The fountain stands at the centre of the hospital’s tranquil square garden, partly framed by the hospital buildings. To the north is Westminster Bridge Road, and to the west at a lower level are the riverside walk and the Thames. Its prominent and well-used setting accords with Gabo’s commitment to the belief expressed in his Realistic Manifesto that art should attend us everywhere that life takes place.
Revolving Torsion operates as a fountain and stands at the centre of a large pool. It was designed to rotate, making one complete rotation every ten minutes. Some time ago however the hydraulics seized, and despite concerted effort to make it turn again, this has so far not been possible.
'Revolving Torsion' stands at the centre of a large circular pool now with a low tubular steel rail* running around the outside (a later addition). The central work is fabricated from a stainless steel plate and takes the form of an abstract composition of multiple curved, rib-like, plates, which appear to rise in a twisting motion from a shallow stainless steel basin. The plates are joined together along straight seams to create an open three-dimensional form. Jets of water flow from the curved edges of the plates, their streams crossing as the jets follow the profile of the curve. Gabo intended that the jets of water should be seen as part of the sculpture’s volume, and the use of stainless steel reflects his theory of non-colour, describing it as having “the same tone of water to a certain extent, but its shadows you can see, and you ought to see in the water."
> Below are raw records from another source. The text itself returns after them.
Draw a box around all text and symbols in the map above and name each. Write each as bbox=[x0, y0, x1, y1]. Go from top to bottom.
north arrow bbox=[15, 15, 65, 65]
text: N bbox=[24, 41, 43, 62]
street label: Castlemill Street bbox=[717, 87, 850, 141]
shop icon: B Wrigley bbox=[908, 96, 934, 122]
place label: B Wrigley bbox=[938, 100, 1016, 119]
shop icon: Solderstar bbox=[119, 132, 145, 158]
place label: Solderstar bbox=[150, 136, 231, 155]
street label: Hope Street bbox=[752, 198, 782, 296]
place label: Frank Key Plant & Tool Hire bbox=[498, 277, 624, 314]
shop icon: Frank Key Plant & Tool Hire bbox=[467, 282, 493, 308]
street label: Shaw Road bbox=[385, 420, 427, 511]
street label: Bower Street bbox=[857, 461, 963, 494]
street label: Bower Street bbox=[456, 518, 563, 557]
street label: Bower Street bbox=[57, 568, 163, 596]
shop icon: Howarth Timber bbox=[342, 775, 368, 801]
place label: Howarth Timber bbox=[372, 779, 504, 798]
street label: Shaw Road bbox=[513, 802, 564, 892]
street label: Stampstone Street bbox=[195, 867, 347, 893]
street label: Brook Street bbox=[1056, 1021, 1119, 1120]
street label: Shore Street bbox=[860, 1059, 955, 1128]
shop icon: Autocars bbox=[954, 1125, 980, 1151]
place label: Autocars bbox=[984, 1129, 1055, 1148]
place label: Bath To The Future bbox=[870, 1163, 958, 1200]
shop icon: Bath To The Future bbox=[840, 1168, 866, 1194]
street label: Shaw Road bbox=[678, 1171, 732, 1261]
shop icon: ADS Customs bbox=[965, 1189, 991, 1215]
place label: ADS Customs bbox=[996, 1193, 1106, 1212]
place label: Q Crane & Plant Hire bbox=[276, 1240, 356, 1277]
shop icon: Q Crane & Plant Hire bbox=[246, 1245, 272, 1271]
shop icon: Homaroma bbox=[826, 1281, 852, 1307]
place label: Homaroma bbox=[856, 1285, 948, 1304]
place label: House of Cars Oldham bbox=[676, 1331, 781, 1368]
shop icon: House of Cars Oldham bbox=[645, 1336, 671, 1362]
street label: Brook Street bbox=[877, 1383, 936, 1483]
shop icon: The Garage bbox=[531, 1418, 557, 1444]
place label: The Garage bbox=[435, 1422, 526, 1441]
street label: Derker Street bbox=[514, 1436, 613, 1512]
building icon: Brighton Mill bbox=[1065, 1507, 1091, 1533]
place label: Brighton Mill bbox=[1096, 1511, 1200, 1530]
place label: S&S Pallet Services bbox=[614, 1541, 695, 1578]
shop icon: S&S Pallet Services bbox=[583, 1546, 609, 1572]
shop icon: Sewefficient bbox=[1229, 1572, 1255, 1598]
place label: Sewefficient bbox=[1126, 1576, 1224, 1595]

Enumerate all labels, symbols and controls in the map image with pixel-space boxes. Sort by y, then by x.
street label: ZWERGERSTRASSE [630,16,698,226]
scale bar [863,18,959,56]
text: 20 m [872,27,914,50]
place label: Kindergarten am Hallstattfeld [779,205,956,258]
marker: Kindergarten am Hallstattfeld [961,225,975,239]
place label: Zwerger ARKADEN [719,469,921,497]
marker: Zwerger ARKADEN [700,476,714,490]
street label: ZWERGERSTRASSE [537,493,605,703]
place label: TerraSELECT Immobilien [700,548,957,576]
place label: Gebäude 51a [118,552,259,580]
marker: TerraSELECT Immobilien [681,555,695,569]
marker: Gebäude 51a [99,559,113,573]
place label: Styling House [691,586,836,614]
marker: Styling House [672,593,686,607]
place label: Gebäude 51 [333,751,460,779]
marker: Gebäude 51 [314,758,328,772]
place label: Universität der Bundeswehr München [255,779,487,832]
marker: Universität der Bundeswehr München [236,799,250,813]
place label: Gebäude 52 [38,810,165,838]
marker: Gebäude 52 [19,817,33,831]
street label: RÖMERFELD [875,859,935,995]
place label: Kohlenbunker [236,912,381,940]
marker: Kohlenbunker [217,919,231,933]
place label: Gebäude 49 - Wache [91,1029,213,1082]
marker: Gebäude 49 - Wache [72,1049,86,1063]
The circular pool in which the piece stands is integral to its functioning as a fountain and is part of Gabo's original scheme, but its fabric does not have the same very high level of special interest as the central sculpture itself.
* Pursuant to s.1 (5A) of the Planning (Listed Buildings and Conservation Areas) Act 1990 (‘the Act’) it is declared that the tubular steel rail around the circular pool is not of special architectural or historic interest.